The Dodgers were compelled to make these moves by the level of competition in their division this year. As of Aug. 11, L.A. sits four games behind the surprise San Francisco Giants in the NL West and holds a lead the same size over San Diego. As the field stands today, the NL Wild Card game, which is between the two best non-division winners in the league, would be between L.A. and San Diego. And those other division contenders had active deadlines themselves.

The Padres, despite losing out on Scherzer, were able to add All-Star second baseman Adam Frazier, and San Francisco acquired none other than Kris Bryant—superstar third baseman and longtime face of the franchise for the Chicago Cubs. 

With that, let’s talk about those Cubs. The frantic additions made at the top of the NL West are indicative of the way contending teams sought to add talent at this year’s deadline, but the Cubs exemplify the other side of that proverbial coin.

Five years after snapping their 108-year title drought and now firmly beyond the reach of the postseason, the Cubs blew it up, trading away the pillars of the team that won that long sought-after World Series. 

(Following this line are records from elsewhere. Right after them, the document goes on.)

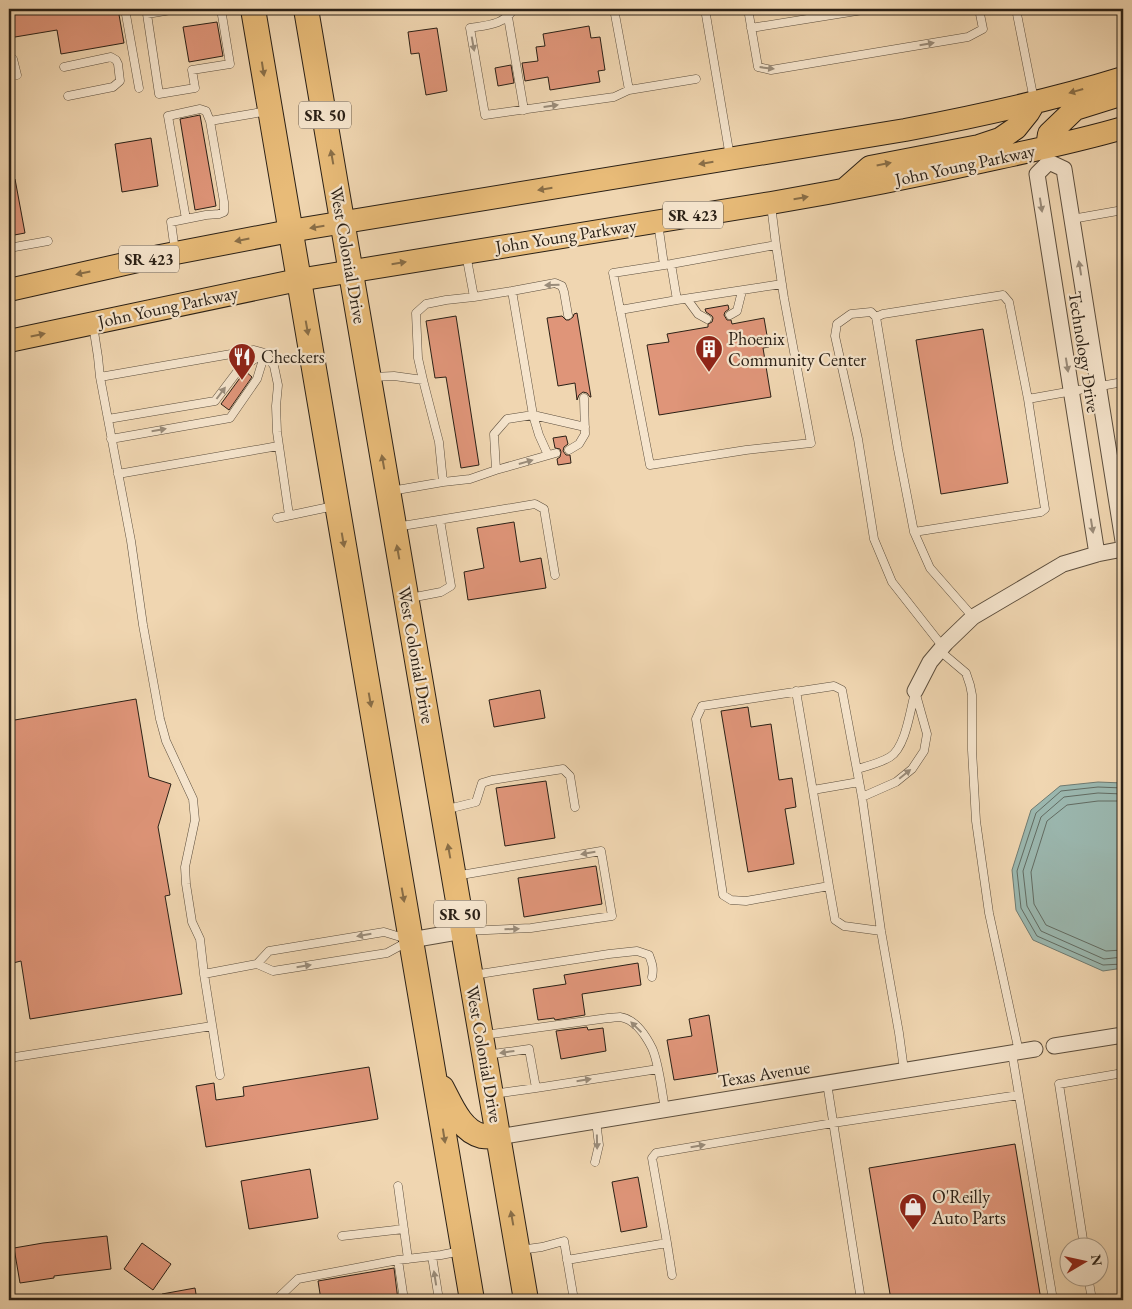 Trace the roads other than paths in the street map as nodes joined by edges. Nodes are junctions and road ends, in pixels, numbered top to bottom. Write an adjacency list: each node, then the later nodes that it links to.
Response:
1 (124, 9): 20 (lane)
2 (177, 9): 3 (lane)
3 (221, 9)
4 (253, 9): 26 (highway, SR 50, one-way to 26)
5 (306, 9): 37 (highway, West Colonial Drive / SR 50, one-way to 5)
6 (514, 9): 13 (lane)
7 (614, 9): 21 (lane)
8 (705, 9): 30 (lane)
9 (748, 9): 14 (lane)
10 (869, 9): 14 (lane)
11 (980, 9): 14 (lane, one-way to 11)
12 (1016, 9): 24 (lane)
13 (508, 17): 25 (lane); 25 (lane, one-way to 25)
14 (751, 28)
15 (9, 60): 17 (lane)
16 (64, 67): 23 (lane)
17 (16, 76)
18 (1123, 78): 24 (main road, SR 423, one-way to 24)
19 (696, 79): 21 (lane)
20 (138, 88)
21 (629, 90): 25 (lane, one-way to 21)
22 (1123, 94): 29 (main road)
23 (68, 96)
24 (1034, 103): 30 (main road, SR 423); 31 (main road, one-way to 24)
25 (524, 110)
26 (270, 111): 27 (lane); 38 (highway, SR 50)
27 (210, 121): 34 (lane); 34 (lane)
28 (1123, 128): 29 (main road, John Young Parkway / SR 423)
29 (1048, 154): 31 (main road, John Young Parkway / SR 423); 35 (street, Technology Drive); 67 (street, Technology Drive, one-way to 67)
30 (730, 158): 37 (main road, SR 423, one-way to 37)
31 (845, 190): 32 (main road, John Young Parkway / SR 423, one-way to 31)
32 (771, 203): 36 (main road, John Young Parkway / SR 423); 40 (lane)
33 (1123, 210): 35 (lane)
34 (186, 219): 43 (lane)
35 (1072, 219): 66 (street, Technology Drive, one-way to 35)
36 (658, 221): 42 (main road, John Young Parkway / SR 423); 44 (lane)
37 (343, 222): 38 (main road, SR 423, one-way to 38); 45 (highway, West Colonial Drive / SR 50)
38 (290, 231): 43 (main road, SR 423, one-way to 43); 46 (highway, SR 50)
39 (48, 241): 41 (lane)
40 (776, 245): 44 (lane); 47 (lane)
41 (9, 248)
42 (466, 252): 45 (main road, John Young Parkway / SR 423, one-way to 42); 51 (lane)
43 (176, 253): 48 (main road, SR 423, one-way to 48)
44 (667, 264): 53 (lane); 54 (lane)
45 (351, 271): 46 (main road, John Young Parkway / SR 423); 63 (highway, West Colonial Drive / SR 50)
46 (298, 280): 59 (main road, John Young Parkway / SR 423); 80 (highway, SR 50, one-way to 80)
47 (782, 284): 50 (lane); 54 (lane)
48 (9, 290)
49 (512, 291): 51 (lane); 55 (lane, one-way to 49); 70 (lane)
50 (742, 291): 52 (lane); 56 (lane)
51 (474, 297): 64 (lane)
52 (687, 299): 53 (lane); 58 (lane)
53 (677, 300): 54 (lane)
54 (620, 310)
55 (568, 315)
56 (730, 315)
57 (876, 317): 69 (lane); 85 (lane); 92 (lane)
58 (707, 319)
59 (93, 323): 60 (main road, John Young Parkway / SR 423, one-way to 59); 62 (lane)
60 (9, 341)
61 (264, 354): 62 (lane); 71 (lane, one-way to 61); 73 (lane, one-way to 61); 74 (lane)
62 (100, 377): 71 (lane)
63 (369, 378): 64 (lane); 79 (highway, West Colonial Drive / SR 50, one-way to 63)
64 (423, 380): 78 (lane)
65 (1123, 382): 66 (lane)
66 (1099, 386): 67 (lane); 86 (street, Technology Drive)
67 (1071, 391): 69 (lane); 88 (street, Technology Drive, one-way to 88)
68 (584, 398): 72 (lane)
69 (1028, 399): 85 (lane)
70 (533, 415): 72 (lane); 76 (lane); 76 (lane, one-way to 70)
71 (108, 418): 73 (lane)
72 (585, 427): 75 (lane)
73 (111, 439): 77 (lane)
74 (278, 446): 77 (lane); 81 (lane)
75 (569, 450)
76 (496, 470): 78 (lane)
77 (118, 474): 107 (lane)
78 (442, 482): 79 (lane)
79 (388, 492): 84 (highway, West Colonial Drive / SR 50)
80 (337, 506): 81 (lane); 105 (highway, SR 50, one-way to 105)
81 (289, 515): 82 (lane)
82 (278, 518)
83 (440, 520): 84 (lane); 89 (lane); 90 (lane)
84 (394, 527): 90 (highway, West Colonial Drive / SR 50, one-way to 84)
85 (914, 532): 91 (lane)
86 (1123, 541)
87 (1123, 549): 88 (street)
88 (1097, 554): 91 (street)
89 (555, 575)
90 (406, 599): 100 (highway, West Colonial Drive / SR 50)
91 (973, 617): 92 (street)
92 (942, 649): 93 (street); 115 (lane)
93 (915, 691): 95 (lane); 98 (lane, one-way to 93)
94 (796, 692): 95 (lane); 97 (lane); 102 (lane)
95 (857, 769): 96 (lane)
96 (859, 782): 97 (lane); 98 (lane)
97 (813, 790): 102 (lane)
98 (862, 797): 104 (lane)
99 (576, 807): 100 (lane)
100 (442, 810): 101 (highway, West Colonial Drive / SR 50, one-way to 100)
101 (454, 876): 103 (highway, West Colonial Drive / SR 50); 103 (lane, one-way to 101)
102 (829, 886): 104 (lane)
103 (463, 931): 105 (street); 108 (highway, West Colonial Drive / SR 50)
104 (881, 931): 118 (lane)
105 (411, 940): 106 (lane, one-way to 105); 106 (lane, one-way to 106); 119 (highway, SR 50)
106 (257, 964): 107 (lane)
107 (204, 974): 110 (lane)
108 (471, 976): 109 (lane); 112 (highway, West Colonial Drive / SR 50)
109 (652, 977)
110 (212, 1026): 116 (lane); 121 (lane)
111 (1123, 1035): 113 (street)
112 (482, 1045): 117 (lane, one-way to 112); 123 (lane, one-way to 112); 124 (highway, West Colonial Drive / SR 50)
113 (1054, 1046)
114 (1035, 1049): 115 (street, Texas Avenue)
115 (1016, 1052): 118 (street, Texas Avenue); 125 (lane)
116 (9, 1058)
117 (658, 1069): 123 (lane, one-way to 117); 126 (lane)
118 (904, 1070): 122 (street, Texas Avenue)
119 (433, 1071): 129 (highway); 137 (highway, SR 50, one-way to 137)
120 (1123, 1073): 134 (lane)
121 (220, 1075)
122 (827, 1083): 126 (street, Texas Avenue); 128 (lane)
123 (536, 1088): 124 (lane)
124 (491, 1094): 129 (highway, West Colonial Drive / SR 50)
125 (1019, 1095): 128 (lane); 153 (lane)
126 (665, 1109): 127 (street, Texas Avenue)
127 (596, 1121): 129 (street, Texas Avenue); 130 (lane, one-way to 130)
128 (833, 1123): 135 (lane, one-way to 128); 152 (lane)
129 (498, 1137): 136 (highway, West Colonial Drive / SR 50, one-way to 129)
130 (595, 1162)
131 (398, 1186): 132 (lane)
132 (404, 1229): 133 (lane); 139 (lane)
133 (342, 1236)
134 (1082, 1236)
135 (667, 1243): 141 (lane); 142 (lane)
136 (518, 1250): 141 (lane); 150 (highway, West Colonial Drive / SR 50)
137 (463, 1251): 138 (lane); 149 (highway, SR 50)
138 (432, 1256): 139 (lane); 148 (lane, one-way to 138)
139 (408, 1259): 140 (lane)
140 (398, 1260): 144 (lane); 147 (lane)
141 (567, 1260): 151 (lane)
142 (672, 1275)
143 (1090, 1286): 154 (lane)
144 (288, 1289): 145 (lane); 146 (lane)
145 (276, 1300)
146 (289, 1300)
147 (404, 1300)
148 (439, 1300)
149 (472, 1300)
150 (526, 1300)
151 (574, 1300)
152 (861, 1300)
153 (1053, 1300)
154 (1092, 1300)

First baseman Anthony Rizzo was sent to the Yankees, where he has played a vital role in re-energizing the team after a lackluster first half, bringing them within two games of the second-place bitter rival, the Red Sox, in the AL East. Closer Craig Kimbrel was dealt across town to the White Sox, anchoring a bullpen that received a lot of reinforcements at the end of the month. Then there was star shortstop Javier Baez, who was sent to the Mets, doubling down on their reloaded roster in a division where the top three teams are separated by one game. And, of course, this was all rounded out by the trade of Bryant to the Giants.

The deals I highlighted in the NL West and those pulled off by the Cubs are only a couple examples from what was the most active trade deadline of all time in terms of both the quantity and quality of players traded. 

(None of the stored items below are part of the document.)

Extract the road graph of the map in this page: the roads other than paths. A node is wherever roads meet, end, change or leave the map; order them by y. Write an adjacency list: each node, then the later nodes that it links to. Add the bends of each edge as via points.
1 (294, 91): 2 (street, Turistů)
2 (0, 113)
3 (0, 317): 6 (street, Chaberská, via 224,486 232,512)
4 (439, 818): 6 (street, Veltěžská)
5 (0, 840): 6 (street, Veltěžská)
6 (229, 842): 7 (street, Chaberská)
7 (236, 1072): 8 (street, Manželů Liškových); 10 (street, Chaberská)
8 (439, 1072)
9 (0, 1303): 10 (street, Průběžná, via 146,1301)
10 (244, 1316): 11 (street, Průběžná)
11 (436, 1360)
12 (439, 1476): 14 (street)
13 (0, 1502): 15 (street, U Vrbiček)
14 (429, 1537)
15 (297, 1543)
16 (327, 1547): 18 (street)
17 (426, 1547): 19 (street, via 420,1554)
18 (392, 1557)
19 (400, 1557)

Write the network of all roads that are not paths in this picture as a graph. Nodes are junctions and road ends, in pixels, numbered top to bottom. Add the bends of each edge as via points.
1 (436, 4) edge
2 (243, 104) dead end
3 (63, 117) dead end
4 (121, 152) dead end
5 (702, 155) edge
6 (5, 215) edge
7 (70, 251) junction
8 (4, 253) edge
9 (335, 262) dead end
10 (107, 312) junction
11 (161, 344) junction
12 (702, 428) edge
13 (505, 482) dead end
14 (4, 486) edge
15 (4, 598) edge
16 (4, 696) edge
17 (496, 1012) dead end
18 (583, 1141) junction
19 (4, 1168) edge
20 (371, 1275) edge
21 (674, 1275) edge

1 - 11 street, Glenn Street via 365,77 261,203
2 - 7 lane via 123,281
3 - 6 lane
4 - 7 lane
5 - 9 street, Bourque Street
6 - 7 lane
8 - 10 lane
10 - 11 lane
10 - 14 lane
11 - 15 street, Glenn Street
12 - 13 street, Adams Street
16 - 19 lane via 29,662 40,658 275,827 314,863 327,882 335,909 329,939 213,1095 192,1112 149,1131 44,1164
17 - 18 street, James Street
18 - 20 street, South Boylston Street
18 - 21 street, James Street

This level of activity illustrates a larger trend across the sport: The distance between the haves and the have-nots of MLB is massive. Like in most professional sports, the worst thing an MLB team can be is mediocre. The order of the MLB draft is decided solely based on record—and not by a weighted lottery as in the NBA, for example—so a team’s record translates directly into their opportunity to add young, cheap and controllable talent in the draft. Thus, the prevailing logic is that if you aren’t good enough to truly contend for a championship, the most prudent course of action is to be as bad as possible to build the core of a team that could one day be competitive. The Cubs’ dismantling of a World Series winning team is the most remarkable example of this phenomenon in action.

But, through its flurry of moves, this deadline also revealed just how many MLB teams view themselves as contenders this year. The Yankees—before trading for Rizzo and Texas Rangers slugger Joey Gallo—sat at fourth place in the AL East, firmly outside of the playoff picture, in what was a difficult position to justify win-now moves. Early returns on their aggressive deadline have been good, however, with the team now within striking distance of a playoff berth.

At the tops of both the NL West and NL East are three teams fighting for playoff contention. Every single one of those six — the Dodgers, Padres and Giants in the West and the Phillies, Braves and Mets in the East — approached their deadlines with eyes to the playoffs, adding both depth and star players for the stretch run of the season.

So where does all this moving and shaking leave us? The disparity between good and bad teams is wider than it has ever been, a problem inherent to a league without a salary cap, which allows teams in big markets with obscenely wealthy owners to pay their roster whatever they want. 

At the same time, though, the amount of teams that made additions at the deadline this year portends a heightened level of competition. An usually high number of teams this year viewed themselves internally as playoff contenders, and the result of that is a wide range of clubs that have made upgrades to get to that level. The activity of this year’s deadline has set up a handful of very competitive division races — particularly in the NL West, NL East and AL East — and a playoff field that looks to be one of the most star-studded and exciting in a long time.